利用二（2，4-二氯苄基）二氯化锡分别与对甲基苯甲酰肼或对叔丁基苯甲酰肼、丙酮酸钠在甲醇中发生反应，合成了2个二（2，4-二氯苄基）锡配合物（C1、C2），通过元素分析、IR、¹H NMR、¹³C NMR、¹¹⁹Sn NMR、HRMS以及X射线单晶衍射表征了配合物结构。测试了配合物C1、C2的热稳定性以及配合物对NCI-H460（人肺癌细胞）、HepG2（人肝癌细胞）和MCF7（人乳腺癌细胞）的体外抑制活性，发现配合物C1对癌细胞均表现较好的抑制作用。利用UV-Vis光谱、荧光光谱以及黏度法研究了2个配合物与ct-DNA之间的相互作用，结果表明配合物是以经典的嵌入模式与DNA结合。

Synthesis, Anti-tumor Activity, and Interaction with DNA of Two Substituted Benzyltin Complexes

Two organotin complexes (C1, C2) were synthesized by di(2, 4-dichlorobenzyl) tin dichloride reacting with p-methyl benzoyl hydrazide or p-tert-butyl benzoyl hydrazide, and sodium pyruvate.
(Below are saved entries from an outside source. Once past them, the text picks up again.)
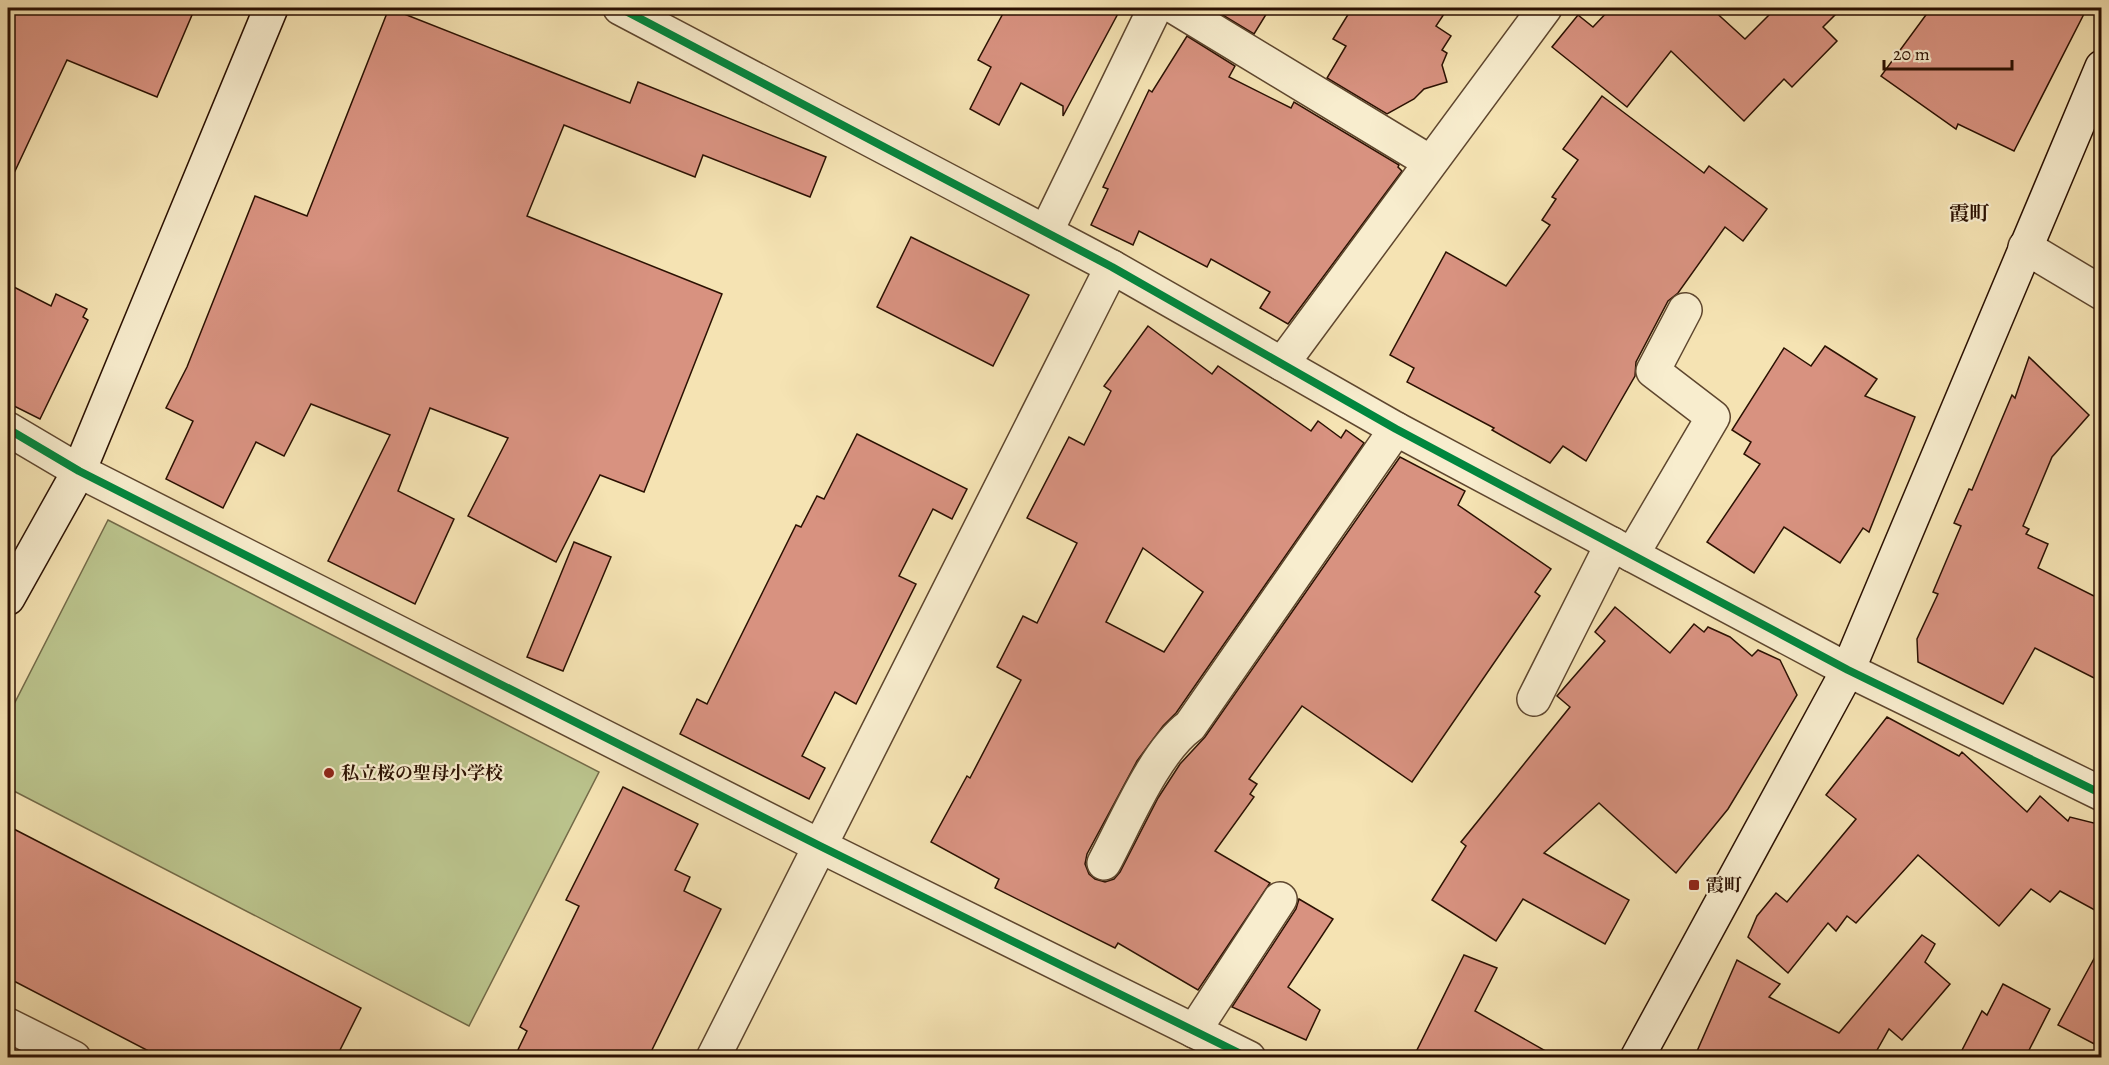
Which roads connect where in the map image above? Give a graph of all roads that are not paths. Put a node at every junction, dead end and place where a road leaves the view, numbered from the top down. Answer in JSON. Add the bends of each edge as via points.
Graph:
{"nodes":[{"id":1,"x":271,"y":8,"type":"edge"},
{"id":2,"x":620,"y":8,"type":"edge"},
{"id":3,"x":1155,"y":8,"type":"edge"},
{"id":4,"x":1176,"y":8,"type":"edge"},
{"id":5,"x":1545,"y":8,"type":"edge"},
{"id":6,"x":2102,"y":67,"type":"edge"},
{"id":7,"x":1430,"y":162,"type":"junction"},
{"id":8,"x":1046,"y":232,"type":"junction"},
{"id":9,"x":2025,"y":247,"type":"junction"},
{"id":10,"x":1113,"y":267,"type":"junction"},
{"id":11,"x":2102,"y":293,"type":"edge"},
{"id":12,"x":1685,"y":310,"type":"dead end"},
{"id":13,"x":1282,"y":364,"type":"junction"},
{"id":14,"x":8,"y":429,"type":"edge"},
{"id":15,"x":1396,"y":429,"type":"junction"},
{"id":16,"x":79,"y":471,"type":"junction"},
{"id":17,"x":1622,"y":550,"type":"junction"},
{"id":18,"x":8,"y":598,"type":"edge"},
{"id":19,"x":1848,"y":670,"type":"junction"},
{"id":20,"x":1534,"y":699,"type":"dead end"},
{"id":21,"x":2102,"y":794,"type":"edge"},
{"id":22,"x":820,"y":846,"type":"junction"},
{"id":23,"x":1104,"y":863,"type":"dead end"},
{"id":24,"x":1280,"y":899,"type":"dead end"},
{"id":25,"x":8,"y":1025,"type":"edge"},
{"id":26,"x":1194,"y":1030,"type":"junction"},
{"id":27,"x":74,"y":1058,"type":"edge"},
{"id":28,"x":713,"y":1058,"type":"edge"},
{"id":29,"x":1249,"y":1058,"type":"edge"},
{"id":30,"x":1637,"y":1058,"type":"edge"}],
"edges":[{"from":1,"to":16,"type":"street"},
{"from":2,"to":8,"type":"street"},
{"from":3,"to":8,"type":"street"},
{"from":4,"to":7,"type":"street"},
{"from":5,"to":7,"type":"street"},
{"from":6,"to":9,"type":"street"},
{"from":7,"to":13,"type":"street"},
{"from":8,"to":10,"type":"street"},
{"from":9,"to":11,"type":"street"},
{"from":9,"to":19,"type":"street"},
{"from":10,"to":13,"type":"street"},
{"from":10,"to":22,"type":"street"},
{"from":12,"to":17,"type":"street","via":[[1653,372],[1713,417]]},
{"from":13,"to":15,"type":"street"},
{"from":14,"to":16,"type":"street"},
{"from":15,"to":17,"type":"street"},
{"from":15,"to":23,"type":"street","via":[[1150,776]]},
{"from":16,"to":18,"type":"street"},
{"from":16,"to":22,"type":"street"},
{"from":17,"to":19,"type":"street"},
{"from":17,"to":20,"type":"street"},
{"from":19,"to":21,"type":"street"},
{"from":19,"to":30,"type":"street"},
{"from":22,"to":26,"type":"street"},
{"from":22,"to":28,"type":"street"},
{"from":24,"to":26,"type":"street"},
{"from":25,"to":27,"type":"street"},
{"from":26,"to":29,"type":"street"}]}
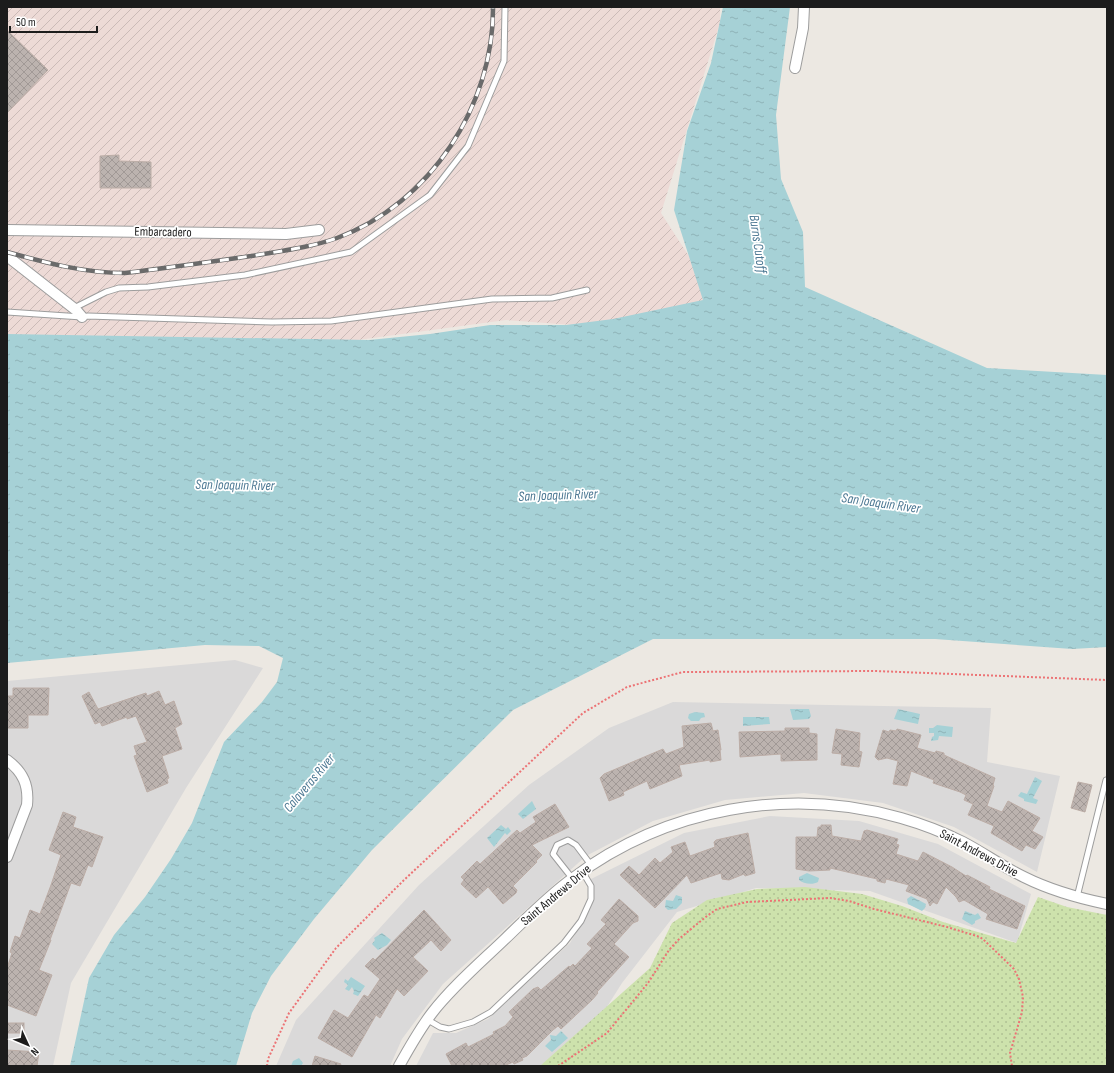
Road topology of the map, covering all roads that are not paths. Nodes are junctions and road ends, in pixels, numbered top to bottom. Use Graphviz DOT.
graph roads {
  1 [pos="505,7"];
  2 [pos="804,7"];
  3 [pos="795,68"];
  4 [pos="7,230"];
  5 [pos="318,230"];
  6 [pos="7,256"];
  7 [pos="586,290"];
  8 [pos="74,308"];
  9 [pos="7,312"];
  10 [pos="82,317"];
  11 [pos="7,760"];
  12 [pos="1106,780"];
  13 [pos="7,857"];
  14 [pos="591,865"];
  15 [pos="582,871"];
  16 [pos="572,878"];
  17 [pos="1077,897"];
  18 [pos="1107,904"];
  19 [pos="428,1020"];
  20 [pos="399,1066"];
  1 -- 8 [label="lane"];
  2 -- 3 [label="street"];
  4 -- 5 [label="street, Embarcadero"];
  6 -- 8 [label="street"];
  7 -- 10 [label="lane"];
  8 -- 10 [label="street"];
  9 -- 10 [label="lane"];
  11 -- 13 [label="street"];
  12 -- 17 [label="lane"];
  14 -- 15 [label="street, Saint Andrews Drive"];
  14 -- 16 [label="lane"];
  14 -- 17 [label="street, Saint Andrews Drive"];
  15 -- 16 [label="street, Saint Andrews Drive"];
  15 -- 19 [label="lane"];
  16 -- 19 [label="street, Saint Andrews Drive"];
  17 -- 18 [label="street, Saint Andrews Drive"];
  19 -- 20 [label="street, Saint Andrews Drive"];
}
The structure of the complexes were characterized through elemental analysis, IR, ¹H NMR, ¹³C NMR, ¹¹⁹Sn NMR, HRMS, and X-ray single crystal diffraction. The thermal stability of complexes C1 and C2 were analyzed, and the antitumor activities of the complexes were evaluated by MTT against three cell lines (human lung cancer cells NCI-H460, human liver cancer cells HepG2, and human breast cancer cells MCF7). It was found that complex C1 showed a good inhibitory effect on NCI-H460, HepG2, and MCF7. The interaction of the complexes with DNA was investigated using UV-Vis spectroscopy, fluorescence spectroscopy, and viscosity measurement. It is found that the complexes can bind to DNA through an intercalation mode.